El Shaddai is not crap. It's uncrap. But when you can only afford one game a month, or even two, and you have to choose between Resistance 3 - a first-person shooter that's part of an established franchise - or a weird Japanese game that you don't even understand, the choice is obvious.

But you should buy El Shaddai. Ok, maybe that's a bit high handed - but you should at least give it a chance. Albeit as a rental. Or when it's cheap in a few months. Or give it the dignity of at least picking up the box.

It's one of the most gloriously imaginative games on PS3 - or any format for that matter. Its perceived 'weirdness' is, in fact, the reason it's so special. Every screen is bursting with creativity, and as you shift between levels, it's constantly reinventing itself.

The gameplay itself is much more familiar, reminiscent of Devil May Cry or Bayonetta. Battles take place in enclosed arenas, and the combat is fast, flowing and artfully simplistic, using only a handful of buttons - block, jump and attack. So while the visuals are confusing, the game itself is actually really simple.

It's a collusion of all these things that makes El Shaddai so compelling - the visuals, the combat and the plot. Despite being based on an archaic 2,000 year-old religious text, it's one of the most mesmerising video game stories in a long time.
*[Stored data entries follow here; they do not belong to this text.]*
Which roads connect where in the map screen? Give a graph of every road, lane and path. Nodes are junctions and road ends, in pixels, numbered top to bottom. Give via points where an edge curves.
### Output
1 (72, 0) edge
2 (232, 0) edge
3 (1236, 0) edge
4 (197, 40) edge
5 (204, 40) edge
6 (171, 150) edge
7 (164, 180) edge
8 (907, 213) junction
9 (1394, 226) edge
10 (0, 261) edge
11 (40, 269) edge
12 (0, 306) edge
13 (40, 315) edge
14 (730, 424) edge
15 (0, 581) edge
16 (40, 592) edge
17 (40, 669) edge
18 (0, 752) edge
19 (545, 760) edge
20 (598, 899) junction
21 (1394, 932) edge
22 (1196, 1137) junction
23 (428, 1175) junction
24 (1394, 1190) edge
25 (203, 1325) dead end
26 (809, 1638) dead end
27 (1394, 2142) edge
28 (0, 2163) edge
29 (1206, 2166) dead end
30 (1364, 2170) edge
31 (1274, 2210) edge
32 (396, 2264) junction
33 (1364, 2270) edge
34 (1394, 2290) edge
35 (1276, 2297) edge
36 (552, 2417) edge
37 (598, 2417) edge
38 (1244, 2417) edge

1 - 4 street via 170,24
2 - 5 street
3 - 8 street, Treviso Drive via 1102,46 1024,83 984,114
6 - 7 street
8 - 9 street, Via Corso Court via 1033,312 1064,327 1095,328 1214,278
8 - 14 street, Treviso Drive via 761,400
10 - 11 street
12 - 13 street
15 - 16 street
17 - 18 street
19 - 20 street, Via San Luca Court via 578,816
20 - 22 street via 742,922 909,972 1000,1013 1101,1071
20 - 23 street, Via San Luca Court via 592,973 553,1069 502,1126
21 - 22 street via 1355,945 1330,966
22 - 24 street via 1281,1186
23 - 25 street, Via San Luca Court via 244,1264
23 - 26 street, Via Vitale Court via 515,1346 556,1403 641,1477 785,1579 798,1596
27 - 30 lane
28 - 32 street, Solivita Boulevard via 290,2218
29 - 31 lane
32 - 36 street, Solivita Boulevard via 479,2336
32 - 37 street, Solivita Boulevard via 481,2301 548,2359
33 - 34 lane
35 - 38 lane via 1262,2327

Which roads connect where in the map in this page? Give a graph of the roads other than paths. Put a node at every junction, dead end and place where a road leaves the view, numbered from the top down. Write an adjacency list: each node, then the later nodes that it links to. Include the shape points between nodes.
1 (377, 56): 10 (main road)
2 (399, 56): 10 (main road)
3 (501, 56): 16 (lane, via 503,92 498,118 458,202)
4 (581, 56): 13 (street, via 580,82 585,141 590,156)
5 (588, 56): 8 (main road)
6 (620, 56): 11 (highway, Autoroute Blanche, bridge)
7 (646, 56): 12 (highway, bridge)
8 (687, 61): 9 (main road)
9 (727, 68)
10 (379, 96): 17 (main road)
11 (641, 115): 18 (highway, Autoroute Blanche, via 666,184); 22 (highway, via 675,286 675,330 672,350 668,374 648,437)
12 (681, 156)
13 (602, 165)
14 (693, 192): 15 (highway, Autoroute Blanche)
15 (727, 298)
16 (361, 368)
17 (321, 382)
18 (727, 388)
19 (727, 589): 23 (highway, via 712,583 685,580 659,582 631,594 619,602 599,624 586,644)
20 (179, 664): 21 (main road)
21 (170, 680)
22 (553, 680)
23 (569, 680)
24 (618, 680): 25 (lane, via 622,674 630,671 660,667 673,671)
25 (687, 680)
The basic premise is that you, God's pal Enoch, have to defeat and imprison a bunch of rogue angels who've abandoned Heaven and set up shop in a big, scary tower. You do this by ascending the tower and basically beating them up as you go. The remarkable imagination of the art design extends to the script, and superb voice acting seals the deal.

The sad truth is, if you don't buy El Shaddai, there might not be many more games like it. Making a video game today is a huge investment, and if publishers don't recoup some of that money, they can't release more games - it's as depressingly simple as that.

I'm not completely blinkered, of course. I understand this isn't a game for everyone, and a niche prospect - especially compared to the equally great Resistance 3. All I ask is that you take a risk. As the great John Lennon once didn't sing: give niche a chance.

Imagine a world where games didn't surprise you any more; a world where every time you slid a disc into your PS3, you knew exactly what to expect. It would suck, right? That's why you need El Shaddai, and why El Shaddai needs you.

Or maybe it doesn't. The game sold well in Japan, so with money already recouped, the UK release was always a low risk publishing proposition. But it doesn't excuse it for positively trying to turn you away and force you towards Resistance 3. It's not what Michael Bolton wanted.